::: Source information :::
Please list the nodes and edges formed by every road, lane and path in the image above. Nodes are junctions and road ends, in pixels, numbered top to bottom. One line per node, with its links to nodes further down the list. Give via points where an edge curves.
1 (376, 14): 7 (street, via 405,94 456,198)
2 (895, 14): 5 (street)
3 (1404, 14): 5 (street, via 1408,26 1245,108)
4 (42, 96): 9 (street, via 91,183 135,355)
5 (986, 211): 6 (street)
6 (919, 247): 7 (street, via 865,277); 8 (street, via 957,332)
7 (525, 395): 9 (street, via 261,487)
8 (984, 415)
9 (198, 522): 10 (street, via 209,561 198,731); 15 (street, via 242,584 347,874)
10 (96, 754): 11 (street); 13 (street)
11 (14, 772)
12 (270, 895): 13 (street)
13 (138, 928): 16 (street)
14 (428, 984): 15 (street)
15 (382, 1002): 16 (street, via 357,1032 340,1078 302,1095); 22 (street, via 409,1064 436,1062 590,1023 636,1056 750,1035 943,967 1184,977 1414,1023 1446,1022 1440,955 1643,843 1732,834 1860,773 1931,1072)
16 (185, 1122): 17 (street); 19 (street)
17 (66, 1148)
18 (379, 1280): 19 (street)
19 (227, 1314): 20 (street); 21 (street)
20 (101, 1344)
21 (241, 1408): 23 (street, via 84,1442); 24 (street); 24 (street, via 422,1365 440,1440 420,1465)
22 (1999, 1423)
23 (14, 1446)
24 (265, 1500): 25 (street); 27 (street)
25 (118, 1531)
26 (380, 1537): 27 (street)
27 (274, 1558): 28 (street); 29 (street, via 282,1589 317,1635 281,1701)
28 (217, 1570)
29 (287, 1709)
:::
Activity: Please repeat every record above word for word.

Answer to this problem:
Please list the nodes and edges formed by every road, lane and path in the image above. Nodes are junctions and road ends, in pixels, numbered top to bottom. One line per node, with its links to nodes further down the list. Give via points where an edge curves.
1 (376, 14): 7 (street, via 405,94 456,198)
2 (895, 14): 5 (street)
3 (1404, 14): 5 (street, via 1408,26 1245,108)
4 (42, 96): 9 (street, via 91,183 135,355)
5 (986, 211): 6 (street)
6 (919, 247): 7 (street, via 865,277); 8 (street, via 957,332)
7 (525, 395): 9 (street, via 261,487)
8 (984, 415)
9 (198, 522): 10 (street, via 209,561 198,731); 15 (street, via 242,584 347,874)
10 (96, 754): 11 (street); 13 (street)
11 (14, 772)
12 (270, 895): 13 (street)
13 (138, 928): 16 (street)
14 (428, 984): 15 (street)
15 (382, 1002): 16 (street, via 357,1032 340,1078 302,1095); 22 (street, via 409,1064 436,1062 590,1023 636,1056 750,1035 943,967 1184,977 1414,1023 1446,1022 1440,955 1643,843 1732,834 1860,773 1931,1072)
16 (185, 1122): 17 (street); 19 (street)
17 (66, 1148)
18 (379, 1280): 19 (street)
19 (227, 1314): 20 (street); 21 (street)
20 (101, 1344)
21 (241, 1408): 23 (street, via 84,1442); 24 (street); 24 (street, via 422,1365 440,1440 420,1465)
22 (1999, 1423)
23 (14, 1446)
24 (265, 1500): 25 (street); 27 (street)
25 (118, 1531)
26 (380, 1537): 27 (street)
27 (274, 1558): 28 (street); 29 (street, via 282,1589 317,1635 281,1701)
28 (217, 1570)
29 (287, 1709)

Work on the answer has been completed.